La encontré en un cajón. Habían pasado algunos añitos desde que la había visto por última vez. La vieja canon de mi padre había quedado relegada primero por las nuevas cámaras digitales, las de mano, las réflex y finalmente las del móvil. Parecía un artefacto inútil, fuera del tiempo y de la utilidad: demasiado pesado y engorroso para llevarlo con la vieja correa colgando al cuello, con valor si acaso como objeto de coleccionista o artículo de decoración. Por la necesidad de su proceso lento y variable, las imágenes pegadas a papel, que necesitaban a su vez un escaneado para entrar en el mundo digital de mi adolescencia, se me antojaron algo del pasado. Asumí que nunca volvería a ellas.
Con 13 años las ventajas de la imagen pixelada me atraían porque su órbita era más fluida, más posible de ser alterada de manera rápida y eficiente. Eran una ocasión en la que podía modificar la realidad a mi gusto. En cosa de un momento, todo el mundo podía tener fotos perfectas en la playa, o al menos eran capaces de generarlas con buena definición. Esta proliferación de fotografías perfectas desde viajes y la homogeinización de estas imágenes –y por tanto la de sus experiencias– se reflejan en la obra de Corinne Vionnet o Lukasz Michalak en la exposición “Jóvenes fotógrafos de Castilla y León en los hitos del Camino De Santiago (2010) o la perfección de las puestas de sol mostradas en la serie Suns from Flickr de Penelope Umbrico (2008).
Por el contrario, la singularidad de las fotografías analógicas reside en la inevitabilidad de las imperfecciones. La atención a los detalles que habitan en los efectos de la luz, en el proceso y el revelado, y consiguen resultados imprevisibles desafiando incluso la planificación necesaria para el disparo.
Las fotografías analógicas no son una reliquia sino un testamento, representan aquellos detalles que están fuera de nuestro alcance, que están sometidos a las circunstancias del momento, ergo que pertenecen a esa dimensión de la verdad a la que se refería la poeta Edith Södergran cuando decía en una de sus reflexiones: «Cualquier verdad de raíces largas es sospechosa, la verdad solo se halla en fragmentos breves y rotos». Es esta atención al detalle, al fragmento más que a la totalidad del conjunto, lo que sitúa a la imagen lomográfica como una posible reivindicación de la imagen pobre frente a la imagen perfecta y totalizadora que parece no dar espacio al fallo o al error. En la fotografía analógica, el fallo y el error pueden ser integrados en el proceso e incluso llegar a formar parte de la propia fotografía.

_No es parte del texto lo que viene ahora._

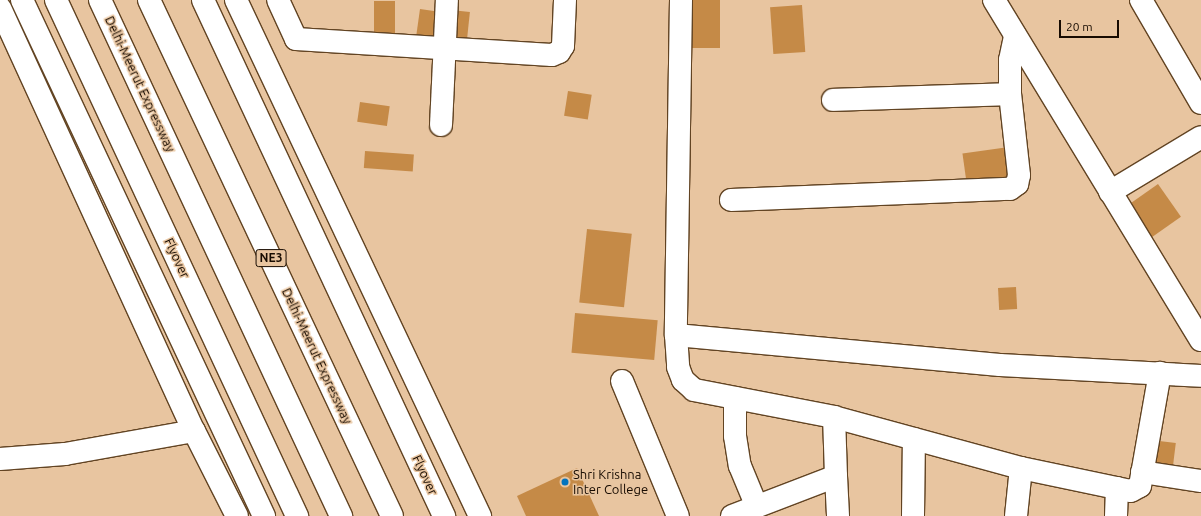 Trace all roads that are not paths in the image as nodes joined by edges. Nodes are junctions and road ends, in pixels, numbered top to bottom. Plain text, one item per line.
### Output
1 (22, 0) edge
2 (56, 0) edge
3 (100, 0) edge
4 (149, 0) edge
5 (203, 0) edge
6 (236, 0) edge
7 (278, 0) edge
8 (447, 0) edge
9 (565, 0) edge
10 (681, 0) edge
11 (994, 0) edge
12 (1141, 0) edge
13 (0, 8) edge
14 (1015, 36) junction
15 (445, 46) junction
16 (1010, 94) junction
17 (833, 100) dead end
18 (1201, 103) edge
19 (441, 125) dead end
20 (1201, 137) edge
21 (1110, 192) junction
22 (731, 200) dead end
23 (676, 335) junction
24 (1201, 340) edge
25 (1160, 373) junction
26 (1201, 376) edge
27 (622, 381) dead end
28 (735, 398) junction
29 (834, 417) junction
30 (194, 431) junction
31 (914, 439) junction
32 (0, 459) edge
33 (1021, 468) junction
34 (1142, 472) junction
35 (836, 476) junction
36 (1201, 481) edge
37 (1117, 488) junction
38 (756, 507) junction
39 (237, 516) edge
40 (264, 516) edge
41 (297, 516) edge
42 (341, 516) edge
43 (392, 516) edge
44 (444, 516) edge
45 (480, 516) edge
46 (678, 516) edge
47 (732, 516) edge
48 (838, 516) edge
49 (913, 516) edge
50 (1016, 516) edge
51 (1116, 516) edge

1 - 40 main road
2 - 41 main road, Flyover
3 - 42 main road, Delhi-Meerut Expressway
4 - 43 main road, Delhi-Meerut Expressway / NE3
5 - 44 main road, Flyover
6 - 45 main road
7 - 15 main road
8 - 15 main road
9 - 15 main road
10 - 23 main road
11 - 14 main road
12 - 18 main road
13 - 30 main road
14 - 16 main road
14 - 21 main road
15 - 19 main road
16 - 17 main road
16 - 22 main road
20 - 21 main road
21 - 24 main road
23 - 25 main road
23 - 28 main road
25 - 26 main road
25 - 34 main road
27 - 46 main road
28 - 29 main road
28 - 38 main road
29 - 31 main road
29 - 35 main road
30 - 32 main road
30 - 39 main road
31 - 33 main road
31 - 49 main road
33 - 37 main road
33 - 50 main road
34 - 36 main road
34 - 37 main road
35 - 38 main road
35 - 48 main road
37 - 51 main road
38 - 47 main road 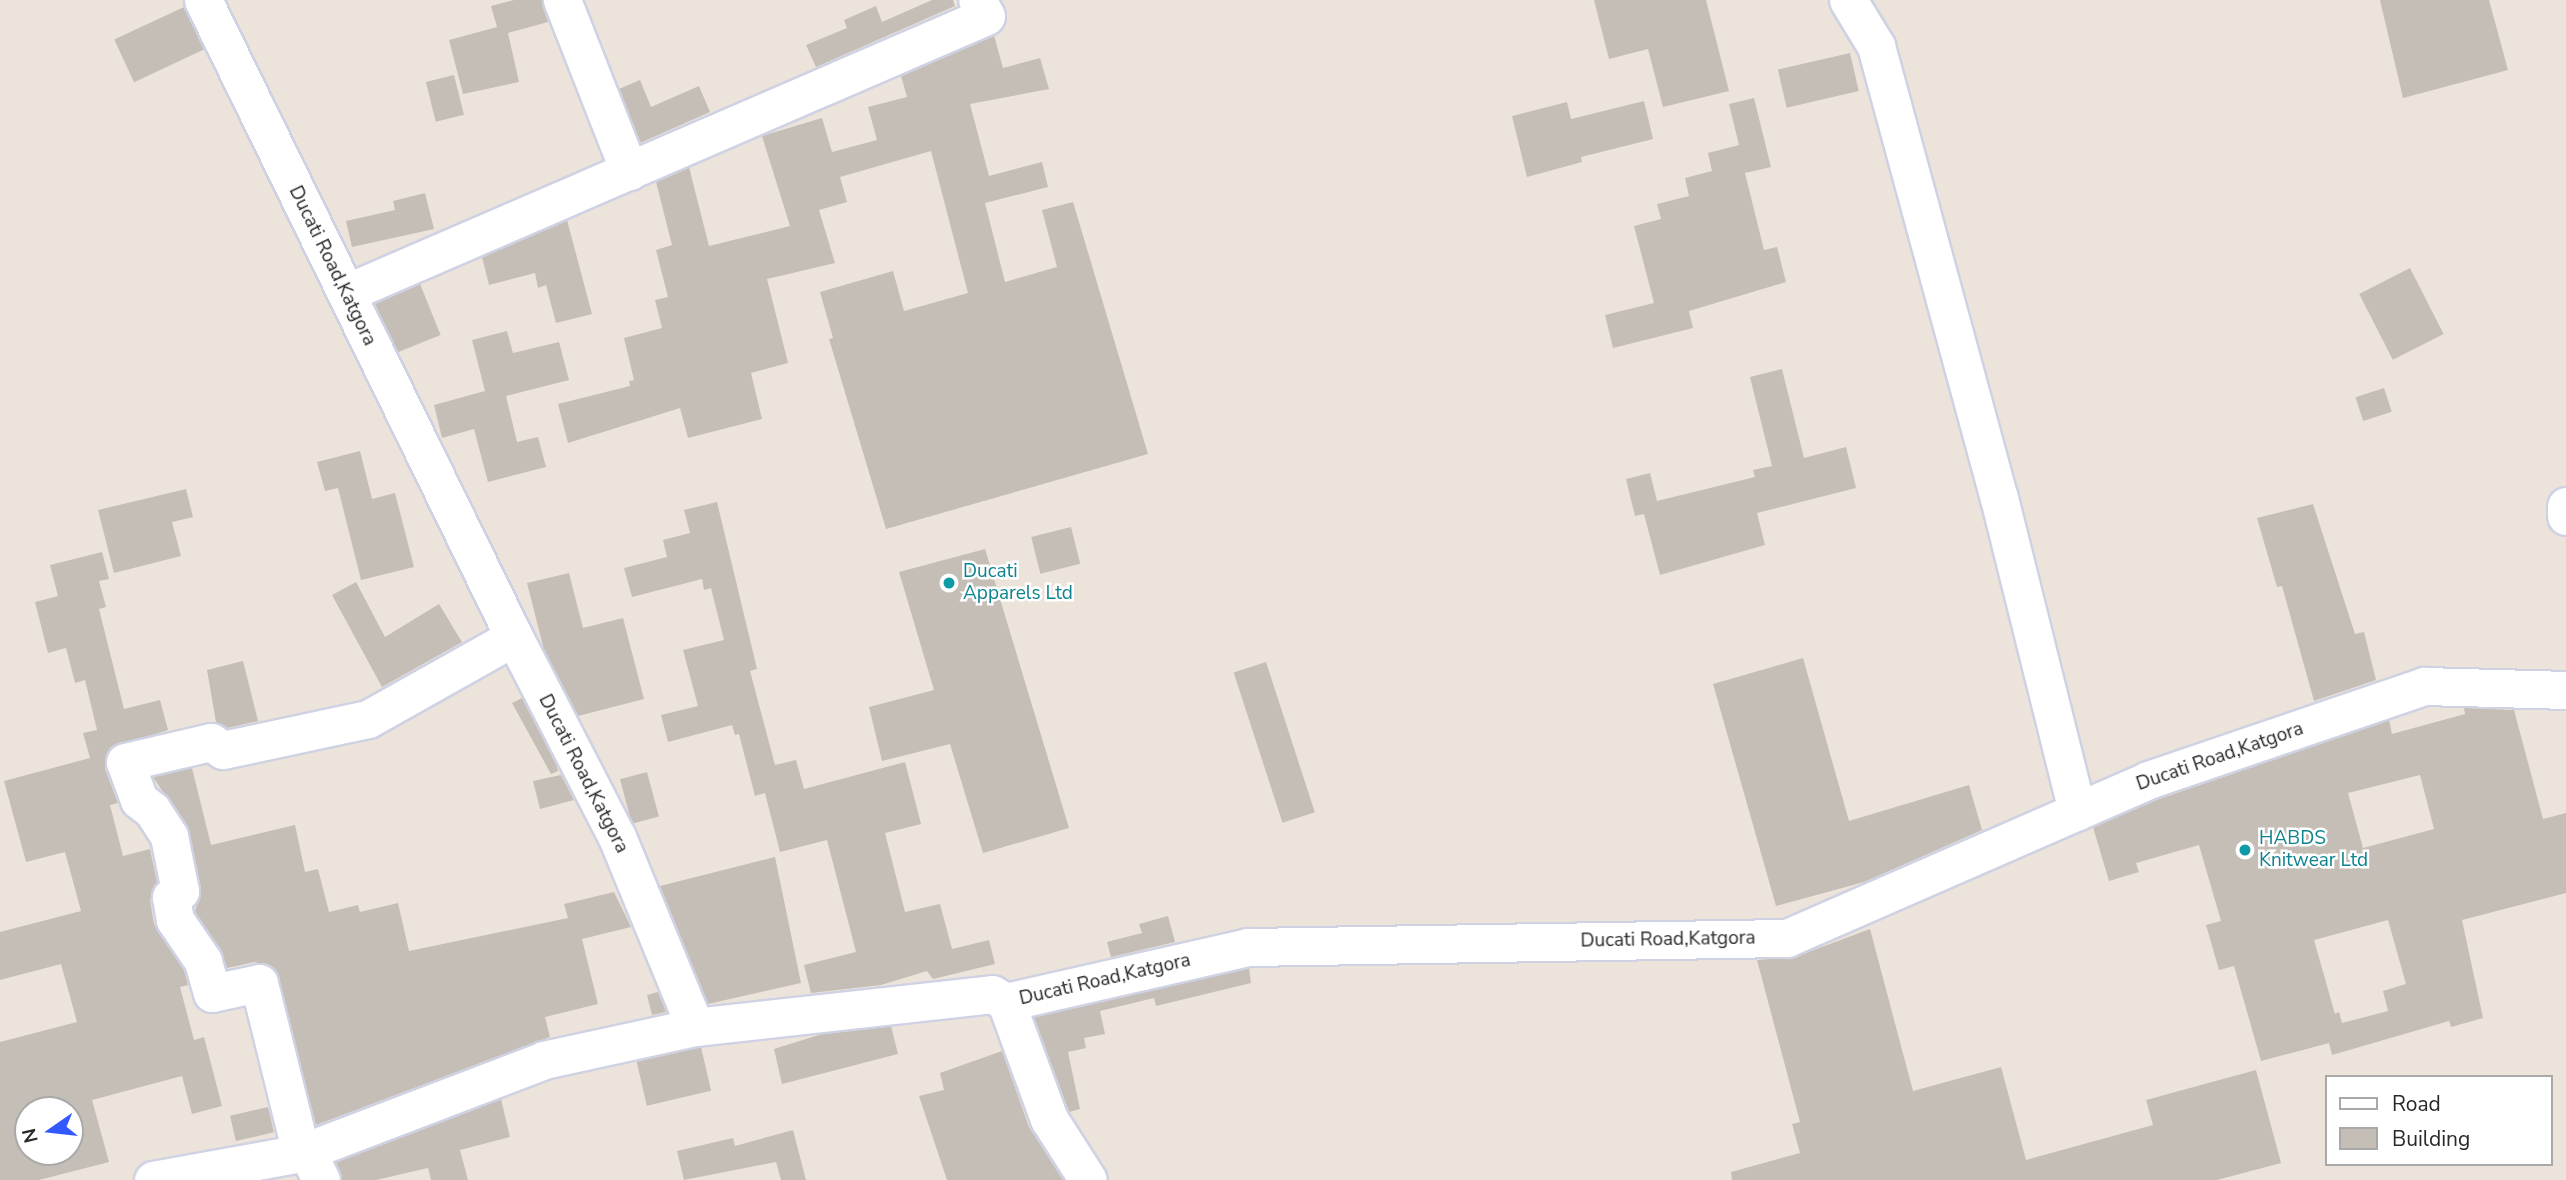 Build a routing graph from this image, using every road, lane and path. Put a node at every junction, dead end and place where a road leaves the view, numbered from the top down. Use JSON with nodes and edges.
{"nodes":[{"id":1,"x":203,"y":0,"type":"edge"},
{"id":2,"x":562,"y":0,"type":"edge"},
{"id":3,"x":977,"y":0,"type":"edge"},
{"id":4,"x":1848,"y":0,"type":"edge"},
{"id":5,"x":629,"y":171,"type":"junction"},
{"id":6,"x":346,"y":293,"type":"junction"},
{"id":7,"x":2566,"y":506,"type":"edge"},
{"id":8,"x":2566,"y":516,"type":"edge"},
{"id":9,"x":514,"y":637,"type":"junction"},
{"id":10,"x":2566,"y":690,"type":"edge"},
{"id":11,"x":2077,"y":811,"type":"junction"},
{"id":12,"x":1006,"y":1002,"type":"junction"},
{"id":13,"x":695,"y":1027,"type":"junction"},
{"id":14,"x":311,"y":1166,"type":"edge"},
{"id":15,"x":153,"y":1180,"type":"edge"},
{"id":16,"x":1088,"y":1180,"type":"edge"}],
"edges":[{"from":1,"to":6,"type":"street","name":"Ducati Road,Katgora"},
{"from":2,"to":5,"type":"street"},
{"from":3,"to":5,"type":"street"},
{"from":4,"to":11,"type":"street"},
{"from":5,"to":6,"type":"street"},
{"from":6,"to":9,"type":"street","name":"Ducati Road,Katgora"},
{"from":7,"to":8,"type":"street"},
{"from":9,"to":13,"type":"street","name":"Ducati Road,Katgora"},
{"from":9,"to":14,"type":"street"},
{"from":10,"to":11,"type":"street","name":"Ducati Road,Katgora"},
{"from":11,"to":12,"type":"street","name":"Ducati Road,Katgora"},
{"from":12,"to":13,"type":"street","name":"Ducati Road,Katgora"},
{"from":12,"to":16,"type":"street"},
{"from":13,"to":14,"type":"street"},
{"from":14,"to":15,"type":"street"}]}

Ese anhelo por la reivindicación del fallo, de la imperfección, puede indicar una creciente necesidad de trascender la imagen digital retocada y modificada hasta su alienación. Algunos de estos retoques automáticos, disponibles como «filtros», simulan el efecto de disparar con una cámara analógica; la aplicación HUJI ofrece únicamente este servicio y es una de las más descargadas. Sin embargo, estos filtros creados a base de algoritmos tienen una serie de efectos limitados per se, es decir, desaparecen el factor de improbabilidad. Son tan solo otro tipo juego digital que permite un control total sobre la imagen, creando tan solo una ilusión de aleatoriedad e imperfección.
Hito Steyerl menciona precisamente el paradigma de la fotografía computacional en su último libro. Esta técnica consigue, mediante la mezcla de elementos comunes (tus fotografías anteriores, fotografías de otros contactos) crear una imagen de lo que tú has fotografiado. Al contrario que la fotografía analógica, la imagen digital utiliza su capacidad de ser imprevisible que crea en esa recogida y mezcla de datos para volverse más previsible, más acorde a tus gustos.
Así que cuando cogí de nuevo la vieja cámara de mi padre, esta vez con intención de usarla, me pregunté qué significaba. ¿Qué era para mí esa cámara?
Qué es para mí esa cámara sino un artefacto más de la memoria, una muleta de esta y un arma para recrearla en el futuro.
En un momento en el que la enorme cantidad de imágenes presente en el día a día en forma de datos se nos hace casi imposible de analizar en toda su inmensidad, la fotografía analógica remite a una realidad tangible. Esas imágenes que antes parecían desfasadas, viejas, imposibles, se vuelven paradójicamente más reales –papá, mamá, la abuela en el parque, ese viejo sillón– nos revelan y nos remiten, como las plantas, el tránsito de la luz.